■ Exercise aim: After reading the data, copy it out in full and exactly.
+++
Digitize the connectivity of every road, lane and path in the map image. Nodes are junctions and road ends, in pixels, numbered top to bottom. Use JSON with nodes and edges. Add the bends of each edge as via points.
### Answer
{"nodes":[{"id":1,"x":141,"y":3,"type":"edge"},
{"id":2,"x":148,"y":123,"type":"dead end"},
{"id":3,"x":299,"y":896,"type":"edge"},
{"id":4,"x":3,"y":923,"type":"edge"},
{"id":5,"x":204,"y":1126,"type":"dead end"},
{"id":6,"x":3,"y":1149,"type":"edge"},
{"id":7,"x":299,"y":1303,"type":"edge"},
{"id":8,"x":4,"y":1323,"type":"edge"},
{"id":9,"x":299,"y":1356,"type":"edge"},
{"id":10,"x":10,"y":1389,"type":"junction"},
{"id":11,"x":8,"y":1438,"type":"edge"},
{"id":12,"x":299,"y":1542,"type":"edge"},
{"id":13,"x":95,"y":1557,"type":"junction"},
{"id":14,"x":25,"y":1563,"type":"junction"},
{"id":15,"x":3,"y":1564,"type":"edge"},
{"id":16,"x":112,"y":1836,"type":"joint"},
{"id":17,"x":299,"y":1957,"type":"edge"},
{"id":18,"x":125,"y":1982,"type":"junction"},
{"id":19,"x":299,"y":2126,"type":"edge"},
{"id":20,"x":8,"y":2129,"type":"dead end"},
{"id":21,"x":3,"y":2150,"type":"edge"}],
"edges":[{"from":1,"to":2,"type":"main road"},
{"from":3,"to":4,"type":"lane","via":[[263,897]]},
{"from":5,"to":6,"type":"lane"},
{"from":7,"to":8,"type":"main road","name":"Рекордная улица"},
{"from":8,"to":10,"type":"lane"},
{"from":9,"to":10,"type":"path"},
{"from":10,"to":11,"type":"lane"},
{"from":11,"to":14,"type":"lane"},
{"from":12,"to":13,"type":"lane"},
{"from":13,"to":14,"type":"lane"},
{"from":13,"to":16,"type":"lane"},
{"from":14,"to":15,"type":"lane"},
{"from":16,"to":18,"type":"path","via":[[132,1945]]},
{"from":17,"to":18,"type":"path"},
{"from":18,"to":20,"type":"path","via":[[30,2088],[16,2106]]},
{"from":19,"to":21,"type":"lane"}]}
+++
■ Response to this task:
Digitize the connectivity of every road, lane and path in the map image. Nodes are junctions and road ends, in pixels, numbered top to bottom. Use JSON with nodes and edges. Add the bends of each edge as via points.
### Answer
{"nodes":[{"id":1,"x":141,"y":3,"type":"edge"},
{"id":2,"x":148,"y":123,"type":"dead end"},
{"id":3,"x":299,"y":896,"type":"edge"},
{"id":4,"x":3,"y":923,"type":"edge"},
{"id":5,"x":204,"y":1126,"type":"dead end"},
{"id":6,"x":3,"y":1149,"type":"edge"},
{"id":7,"x":299,"y":1303,"type":"edge"},
{"id":8,"x":4,"y":1323,"type":"edge"},
{"id":9,"x":299,"y":1356,"type":"edge"},
{"id":10,"x":10,"y":1389,"type":"junction"},
{"id":11,"x":8,"y":1438,"type":"edge"},
{"id":12,"x":299,"y":1542,"type":"edge"},
{"id":13,"x":95,"y":1557,"type":"junction"},
{"id":14,"x":25,"y":1563,"type":"junction"},
{"id":15,"x":3,"y":1564,"type":"edge"},
{"id":16,"x":112,"y":1836,"type":"joint"},
{"id":17,"x":299,"y":1957,"type":"edge"},
{"id":18,"x":125,"y":1982,"type":"junction"},
{"id":19,"x":299,"y":2126,"type":"edge"},
{"id":20,"x":8,"y":2129,"type":"dead end"},
{"id":21,"x":3,"y":2150,"type":"edge"}],
"edges":[{"from":1,"to":2,"type":"main road"},
{"from":3,"to":4,"type":"lane","via":[[263,897]]},
{"from":5,"to":6,"type":"lane"},
{"from":7,"to":8,"type":"main road","name":"Рекордная улица"},
{"from":8,"to":10,"type":"lane"},
{"from":9,"to":10,"type":"path"},
{"from":10,"to":11,"type":"lane"},
{"from":11,"to":14,"type":"lane"},
{"from":12,"to":13,"type":"lane"},
{"from":13,"to":14,"type":"lane"},
{"from":13,"to":16,"type":"lane"},
{"from":14,"to":15,"type":"lane"},
{"from":16,"to":18,"type":"path","via":[[132,1945]]},
{"from":17,"to":18,"type":"path"},
{"from":18,"to":20,"type":"path","via":[[30,2088],[16,2106]]},
{"from":19,"to":21,"type":"lane"}]}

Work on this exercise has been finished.